> [TRY IT]: For the entries below, the result should be an exact transcription of the lines from the one with "I need the junctions and links of every" up to and including the one with "I need the junctions and links of the", and only those.

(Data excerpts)

"""

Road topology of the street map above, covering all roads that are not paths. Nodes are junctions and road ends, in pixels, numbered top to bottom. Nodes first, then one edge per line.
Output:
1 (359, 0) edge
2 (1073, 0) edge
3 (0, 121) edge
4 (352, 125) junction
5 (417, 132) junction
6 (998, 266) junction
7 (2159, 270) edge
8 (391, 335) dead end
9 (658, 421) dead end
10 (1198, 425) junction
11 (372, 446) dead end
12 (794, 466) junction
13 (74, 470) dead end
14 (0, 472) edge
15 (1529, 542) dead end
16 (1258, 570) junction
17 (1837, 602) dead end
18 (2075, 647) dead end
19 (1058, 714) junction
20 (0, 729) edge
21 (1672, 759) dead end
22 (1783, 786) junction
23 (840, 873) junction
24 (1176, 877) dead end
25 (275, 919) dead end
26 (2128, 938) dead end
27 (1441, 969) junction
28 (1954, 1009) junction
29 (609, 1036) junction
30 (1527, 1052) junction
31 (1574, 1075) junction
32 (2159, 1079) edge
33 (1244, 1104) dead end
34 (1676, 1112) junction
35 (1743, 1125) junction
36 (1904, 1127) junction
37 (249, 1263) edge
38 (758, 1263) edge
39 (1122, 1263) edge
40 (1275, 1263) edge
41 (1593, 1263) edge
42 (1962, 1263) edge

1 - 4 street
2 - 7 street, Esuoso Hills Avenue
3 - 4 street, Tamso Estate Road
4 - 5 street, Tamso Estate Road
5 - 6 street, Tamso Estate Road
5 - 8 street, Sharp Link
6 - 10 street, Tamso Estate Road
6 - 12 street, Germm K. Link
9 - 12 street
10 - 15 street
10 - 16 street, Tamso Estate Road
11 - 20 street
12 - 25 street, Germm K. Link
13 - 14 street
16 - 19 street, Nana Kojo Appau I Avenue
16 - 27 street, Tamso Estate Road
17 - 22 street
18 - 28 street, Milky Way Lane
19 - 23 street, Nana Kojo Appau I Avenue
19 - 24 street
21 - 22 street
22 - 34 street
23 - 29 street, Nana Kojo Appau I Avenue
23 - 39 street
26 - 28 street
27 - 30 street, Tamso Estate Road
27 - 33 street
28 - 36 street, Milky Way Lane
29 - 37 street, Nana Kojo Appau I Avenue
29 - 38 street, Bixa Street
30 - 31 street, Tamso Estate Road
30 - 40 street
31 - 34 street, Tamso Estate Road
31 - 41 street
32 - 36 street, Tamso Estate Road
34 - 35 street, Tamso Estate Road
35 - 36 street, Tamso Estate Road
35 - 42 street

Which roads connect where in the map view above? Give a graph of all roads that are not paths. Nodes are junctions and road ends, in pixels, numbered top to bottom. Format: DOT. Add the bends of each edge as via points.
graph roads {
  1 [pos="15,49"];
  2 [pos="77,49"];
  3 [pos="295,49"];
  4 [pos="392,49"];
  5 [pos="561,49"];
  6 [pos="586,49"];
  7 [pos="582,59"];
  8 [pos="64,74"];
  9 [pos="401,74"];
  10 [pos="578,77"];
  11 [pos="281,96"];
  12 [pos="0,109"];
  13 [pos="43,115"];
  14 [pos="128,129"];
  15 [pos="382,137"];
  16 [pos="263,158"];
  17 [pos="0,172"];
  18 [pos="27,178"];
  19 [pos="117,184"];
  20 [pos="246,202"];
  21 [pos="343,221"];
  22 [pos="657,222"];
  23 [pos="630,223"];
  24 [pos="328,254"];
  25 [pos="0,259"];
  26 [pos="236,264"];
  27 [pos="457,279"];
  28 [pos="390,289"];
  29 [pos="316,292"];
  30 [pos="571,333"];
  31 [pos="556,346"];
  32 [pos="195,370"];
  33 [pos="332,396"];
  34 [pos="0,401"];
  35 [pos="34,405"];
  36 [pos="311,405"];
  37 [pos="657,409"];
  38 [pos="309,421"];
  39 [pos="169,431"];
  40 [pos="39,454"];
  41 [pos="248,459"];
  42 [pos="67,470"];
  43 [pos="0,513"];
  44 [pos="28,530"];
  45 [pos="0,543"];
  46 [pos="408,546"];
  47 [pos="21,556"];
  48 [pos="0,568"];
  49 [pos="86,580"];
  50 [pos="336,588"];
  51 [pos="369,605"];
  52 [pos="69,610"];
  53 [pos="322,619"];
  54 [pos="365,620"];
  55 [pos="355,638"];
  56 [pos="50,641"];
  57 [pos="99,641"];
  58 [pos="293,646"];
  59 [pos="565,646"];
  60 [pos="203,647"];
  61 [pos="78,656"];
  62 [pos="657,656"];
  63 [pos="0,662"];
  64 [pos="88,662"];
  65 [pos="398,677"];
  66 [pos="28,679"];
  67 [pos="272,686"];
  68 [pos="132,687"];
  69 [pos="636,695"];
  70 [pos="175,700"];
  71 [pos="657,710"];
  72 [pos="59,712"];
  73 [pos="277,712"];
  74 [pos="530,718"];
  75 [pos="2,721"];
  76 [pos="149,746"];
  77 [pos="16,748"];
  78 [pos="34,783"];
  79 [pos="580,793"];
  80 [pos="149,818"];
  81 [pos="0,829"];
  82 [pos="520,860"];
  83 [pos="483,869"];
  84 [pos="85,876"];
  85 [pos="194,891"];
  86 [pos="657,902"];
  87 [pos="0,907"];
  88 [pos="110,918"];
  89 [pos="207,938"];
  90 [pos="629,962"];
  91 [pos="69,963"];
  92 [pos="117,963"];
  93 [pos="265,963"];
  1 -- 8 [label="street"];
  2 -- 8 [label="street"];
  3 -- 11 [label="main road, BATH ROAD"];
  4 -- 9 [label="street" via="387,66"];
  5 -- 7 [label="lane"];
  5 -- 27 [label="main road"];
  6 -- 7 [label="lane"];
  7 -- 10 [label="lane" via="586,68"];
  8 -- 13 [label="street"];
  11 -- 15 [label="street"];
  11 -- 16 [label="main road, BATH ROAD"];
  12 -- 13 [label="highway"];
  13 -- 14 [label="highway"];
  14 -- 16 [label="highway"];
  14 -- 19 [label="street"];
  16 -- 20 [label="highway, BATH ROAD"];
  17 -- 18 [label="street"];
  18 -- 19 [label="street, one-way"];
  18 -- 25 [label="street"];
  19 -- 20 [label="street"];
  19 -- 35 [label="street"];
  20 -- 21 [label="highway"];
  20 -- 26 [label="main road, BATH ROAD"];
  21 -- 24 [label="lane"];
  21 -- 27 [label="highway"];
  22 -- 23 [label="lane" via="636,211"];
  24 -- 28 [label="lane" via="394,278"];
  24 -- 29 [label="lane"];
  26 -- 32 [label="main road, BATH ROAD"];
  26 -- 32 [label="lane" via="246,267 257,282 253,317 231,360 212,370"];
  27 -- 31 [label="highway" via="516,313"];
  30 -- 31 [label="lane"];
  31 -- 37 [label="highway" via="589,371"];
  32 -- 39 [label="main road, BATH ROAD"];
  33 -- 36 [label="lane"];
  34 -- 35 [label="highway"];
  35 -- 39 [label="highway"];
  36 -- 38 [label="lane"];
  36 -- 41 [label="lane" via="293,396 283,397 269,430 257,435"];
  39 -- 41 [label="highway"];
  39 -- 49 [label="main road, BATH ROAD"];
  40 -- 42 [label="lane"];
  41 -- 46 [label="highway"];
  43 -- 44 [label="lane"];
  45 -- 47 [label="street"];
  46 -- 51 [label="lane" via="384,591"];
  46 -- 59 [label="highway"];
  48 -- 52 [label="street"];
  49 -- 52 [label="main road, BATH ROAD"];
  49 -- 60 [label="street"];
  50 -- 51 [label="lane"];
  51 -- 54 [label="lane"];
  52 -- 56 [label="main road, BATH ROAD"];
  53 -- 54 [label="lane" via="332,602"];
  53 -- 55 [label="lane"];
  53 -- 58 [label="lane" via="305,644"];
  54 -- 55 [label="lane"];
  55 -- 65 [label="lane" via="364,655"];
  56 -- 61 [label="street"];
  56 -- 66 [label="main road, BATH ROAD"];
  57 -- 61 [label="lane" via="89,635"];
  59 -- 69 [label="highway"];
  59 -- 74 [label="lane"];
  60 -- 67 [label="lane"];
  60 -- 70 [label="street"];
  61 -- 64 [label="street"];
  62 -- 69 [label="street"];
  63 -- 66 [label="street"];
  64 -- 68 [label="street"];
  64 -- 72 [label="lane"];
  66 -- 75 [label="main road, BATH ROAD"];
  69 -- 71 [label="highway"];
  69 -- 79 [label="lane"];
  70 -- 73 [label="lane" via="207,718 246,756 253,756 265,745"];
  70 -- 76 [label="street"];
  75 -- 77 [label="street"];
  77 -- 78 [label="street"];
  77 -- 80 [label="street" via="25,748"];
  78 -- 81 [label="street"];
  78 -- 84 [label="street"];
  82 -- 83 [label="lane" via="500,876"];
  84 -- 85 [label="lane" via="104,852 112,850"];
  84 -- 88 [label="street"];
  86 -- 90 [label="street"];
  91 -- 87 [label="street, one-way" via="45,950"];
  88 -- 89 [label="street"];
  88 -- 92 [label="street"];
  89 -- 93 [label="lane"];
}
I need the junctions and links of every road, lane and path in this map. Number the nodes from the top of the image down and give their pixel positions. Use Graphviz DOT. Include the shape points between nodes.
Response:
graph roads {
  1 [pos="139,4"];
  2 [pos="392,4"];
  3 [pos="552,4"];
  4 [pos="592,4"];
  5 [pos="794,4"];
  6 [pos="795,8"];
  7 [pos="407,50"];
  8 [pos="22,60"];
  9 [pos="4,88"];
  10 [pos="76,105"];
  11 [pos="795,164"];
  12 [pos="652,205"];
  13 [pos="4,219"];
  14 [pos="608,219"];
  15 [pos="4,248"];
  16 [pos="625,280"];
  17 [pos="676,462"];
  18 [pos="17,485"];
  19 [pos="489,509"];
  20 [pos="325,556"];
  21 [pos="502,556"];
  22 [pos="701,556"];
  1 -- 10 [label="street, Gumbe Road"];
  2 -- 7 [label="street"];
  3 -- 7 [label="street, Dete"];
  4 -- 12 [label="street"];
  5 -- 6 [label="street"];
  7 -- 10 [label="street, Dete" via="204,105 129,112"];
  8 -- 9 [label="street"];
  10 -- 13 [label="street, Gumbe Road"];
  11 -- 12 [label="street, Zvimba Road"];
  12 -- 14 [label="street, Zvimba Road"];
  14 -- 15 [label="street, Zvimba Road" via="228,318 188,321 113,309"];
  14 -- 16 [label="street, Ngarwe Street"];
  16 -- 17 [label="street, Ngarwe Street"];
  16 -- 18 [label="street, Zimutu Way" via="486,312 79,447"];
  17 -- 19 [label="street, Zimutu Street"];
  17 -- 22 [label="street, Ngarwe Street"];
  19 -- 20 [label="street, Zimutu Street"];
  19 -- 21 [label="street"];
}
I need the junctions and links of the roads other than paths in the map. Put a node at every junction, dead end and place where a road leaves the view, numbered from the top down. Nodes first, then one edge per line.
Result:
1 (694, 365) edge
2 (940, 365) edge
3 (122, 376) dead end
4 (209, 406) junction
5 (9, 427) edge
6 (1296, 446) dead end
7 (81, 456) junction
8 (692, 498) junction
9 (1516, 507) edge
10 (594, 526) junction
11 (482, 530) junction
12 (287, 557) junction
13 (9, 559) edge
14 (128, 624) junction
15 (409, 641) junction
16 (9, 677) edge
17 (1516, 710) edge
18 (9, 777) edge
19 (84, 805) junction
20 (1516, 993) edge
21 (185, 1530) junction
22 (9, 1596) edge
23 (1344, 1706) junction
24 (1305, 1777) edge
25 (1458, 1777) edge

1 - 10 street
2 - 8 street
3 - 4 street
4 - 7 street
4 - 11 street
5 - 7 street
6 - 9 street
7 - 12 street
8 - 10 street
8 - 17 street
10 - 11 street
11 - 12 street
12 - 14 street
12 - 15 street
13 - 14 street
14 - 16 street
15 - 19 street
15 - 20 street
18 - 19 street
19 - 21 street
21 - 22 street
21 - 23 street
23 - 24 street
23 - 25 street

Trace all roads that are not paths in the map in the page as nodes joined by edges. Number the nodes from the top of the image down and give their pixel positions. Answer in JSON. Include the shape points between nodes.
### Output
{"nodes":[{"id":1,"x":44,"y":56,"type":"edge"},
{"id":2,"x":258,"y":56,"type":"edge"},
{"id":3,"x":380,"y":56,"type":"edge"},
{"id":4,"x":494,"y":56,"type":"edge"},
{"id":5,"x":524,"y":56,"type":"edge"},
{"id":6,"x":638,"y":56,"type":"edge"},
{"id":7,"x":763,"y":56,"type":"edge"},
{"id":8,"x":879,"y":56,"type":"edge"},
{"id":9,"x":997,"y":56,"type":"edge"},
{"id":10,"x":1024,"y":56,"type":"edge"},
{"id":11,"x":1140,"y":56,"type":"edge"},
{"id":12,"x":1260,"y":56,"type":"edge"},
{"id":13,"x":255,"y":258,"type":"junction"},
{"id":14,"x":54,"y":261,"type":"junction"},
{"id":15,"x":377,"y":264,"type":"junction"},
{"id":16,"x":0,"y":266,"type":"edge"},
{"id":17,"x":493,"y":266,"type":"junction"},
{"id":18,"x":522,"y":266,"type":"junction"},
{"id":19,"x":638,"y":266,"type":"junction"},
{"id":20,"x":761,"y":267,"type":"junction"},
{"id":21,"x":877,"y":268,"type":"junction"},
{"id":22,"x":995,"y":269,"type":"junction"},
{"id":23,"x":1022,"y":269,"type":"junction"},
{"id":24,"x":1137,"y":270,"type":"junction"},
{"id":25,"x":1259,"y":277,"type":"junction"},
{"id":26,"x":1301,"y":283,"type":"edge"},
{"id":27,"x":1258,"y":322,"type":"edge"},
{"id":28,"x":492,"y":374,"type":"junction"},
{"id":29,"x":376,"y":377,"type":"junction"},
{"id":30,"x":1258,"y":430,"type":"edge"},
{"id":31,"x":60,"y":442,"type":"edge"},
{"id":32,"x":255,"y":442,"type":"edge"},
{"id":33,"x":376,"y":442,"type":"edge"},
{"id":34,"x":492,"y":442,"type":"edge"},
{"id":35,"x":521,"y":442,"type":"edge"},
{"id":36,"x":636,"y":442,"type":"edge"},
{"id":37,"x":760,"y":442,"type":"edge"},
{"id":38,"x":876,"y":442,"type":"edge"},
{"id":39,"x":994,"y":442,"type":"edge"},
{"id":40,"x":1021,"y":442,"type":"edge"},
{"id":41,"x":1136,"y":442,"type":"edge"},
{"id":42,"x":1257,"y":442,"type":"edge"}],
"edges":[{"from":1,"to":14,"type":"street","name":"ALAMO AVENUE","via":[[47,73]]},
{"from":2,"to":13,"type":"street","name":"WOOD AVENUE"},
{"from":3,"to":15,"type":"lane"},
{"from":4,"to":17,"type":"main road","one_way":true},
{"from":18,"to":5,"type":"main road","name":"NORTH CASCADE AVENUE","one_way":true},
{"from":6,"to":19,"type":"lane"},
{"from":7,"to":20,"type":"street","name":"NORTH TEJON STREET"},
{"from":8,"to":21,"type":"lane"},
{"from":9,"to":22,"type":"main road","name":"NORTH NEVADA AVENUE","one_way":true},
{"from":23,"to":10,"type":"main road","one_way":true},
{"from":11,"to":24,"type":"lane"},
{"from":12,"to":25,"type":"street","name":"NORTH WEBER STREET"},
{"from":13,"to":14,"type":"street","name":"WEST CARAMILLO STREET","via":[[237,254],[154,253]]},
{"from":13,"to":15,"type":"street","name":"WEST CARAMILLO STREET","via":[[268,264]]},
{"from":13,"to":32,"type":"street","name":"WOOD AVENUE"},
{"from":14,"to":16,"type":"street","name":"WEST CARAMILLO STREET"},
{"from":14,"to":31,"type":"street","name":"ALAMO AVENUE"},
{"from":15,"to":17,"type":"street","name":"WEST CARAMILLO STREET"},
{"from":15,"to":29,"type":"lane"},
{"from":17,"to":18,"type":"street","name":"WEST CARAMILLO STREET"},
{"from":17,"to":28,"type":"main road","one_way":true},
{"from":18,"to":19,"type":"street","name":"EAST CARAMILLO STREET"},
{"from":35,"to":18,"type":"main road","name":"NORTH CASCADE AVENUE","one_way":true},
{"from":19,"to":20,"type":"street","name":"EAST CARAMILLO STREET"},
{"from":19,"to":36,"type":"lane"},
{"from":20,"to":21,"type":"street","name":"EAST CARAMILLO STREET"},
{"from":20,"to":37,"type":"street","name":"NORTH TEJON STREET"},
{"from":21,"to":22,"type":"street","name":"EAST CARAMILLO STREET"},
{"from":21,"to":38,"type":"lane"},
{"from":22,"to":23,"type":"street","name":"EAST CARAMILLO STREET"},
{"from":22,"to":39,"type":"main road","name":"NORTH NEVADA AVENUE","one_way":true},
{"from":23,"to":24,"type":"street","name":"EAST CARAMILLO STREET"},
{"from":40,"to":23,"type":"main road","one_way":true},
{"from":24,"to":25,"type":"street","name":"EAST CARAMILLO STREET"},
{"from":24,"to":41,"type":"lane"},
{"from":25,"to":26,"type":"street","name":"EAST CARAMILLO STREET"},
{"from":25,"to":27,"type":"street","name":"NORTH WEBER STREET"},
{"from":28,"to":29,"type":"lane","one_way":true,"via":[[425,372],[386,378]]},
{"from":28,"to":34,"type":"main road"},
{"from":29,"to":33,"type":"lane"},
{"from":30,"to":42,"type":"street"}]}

"""

> [EXERCISE ANSWER]:
I need the junctions and links of every road, lane and path in this map. Number the nodes from the top of the image down and give their pixel positions. Use Graphviz DOT. Include the shape points between nodes.
Response:
graph roads {
  1 [pos="139,4"];
  2 [pos="392,4"];
  3 [pos="552,4"];
  4 [pos="592,4"];
  5 [pos="794,4"];
  6 [pos="795,8"];
  7 [pos="407,50"];
  8 [pos="22,60"];
  9 [pos="4,88"];
  10 [pos="76,105"];
  11 [pos="795,164"];
  12 [pos="652,205"];
  13 [pos="4,219"];
  14 [pos="608,219"];
  15 [pos="4,248"];
  16 [pos="625,280"];
  17 [pos="676,462"];
  18 [pos="17,485"];
  19 [pos="489,509"];
  20 [pos="325,556"];
  21 [pos="502,556"];
  22 [pos="701,556"];
  1 -- 10 [label="street, Gumbe Road"];
  2 -- 7 [label="street"];
  3 -- 7 [label="street, Dete"];
  4 -- 12 [label="street"];
  5 -- 6 [label="street"];
  7 -- 10 [label="street, Dete" via="204,105 129,112"];
  8 -- 9 [label="street"];
  10 -- 13 [label="street, Gumbe Road"];
  11 -- 12 [label="street, Zvimba Road"];
  12 -- 14 [label="street, Zvimba Road"];
  14 -- 15 [label="street, Zvimba Road" via="228,318 188,321 113,309"];
  14 -- 16 [label="street, Ngarwe Street"];
  16 -- 17 [label="street, Ngarwe Street"];
  16 -- 18 [label="street, Zimutu Way" via="486,312 79,447"];
  17 -- 19 [label="street, Zimutu Street"];
  17 -- 22 [label="street, Ngarwe Street"];
  19 -- 20 [label="street, Zimutu Street"];
  19 -- 21 [label="street"];
}
I need the junctions and links of the roads other than paths in the map. Put a node at every junction, dead end and place where a road leaves the view, numbered from the top down. Nodes first, then one edge per line.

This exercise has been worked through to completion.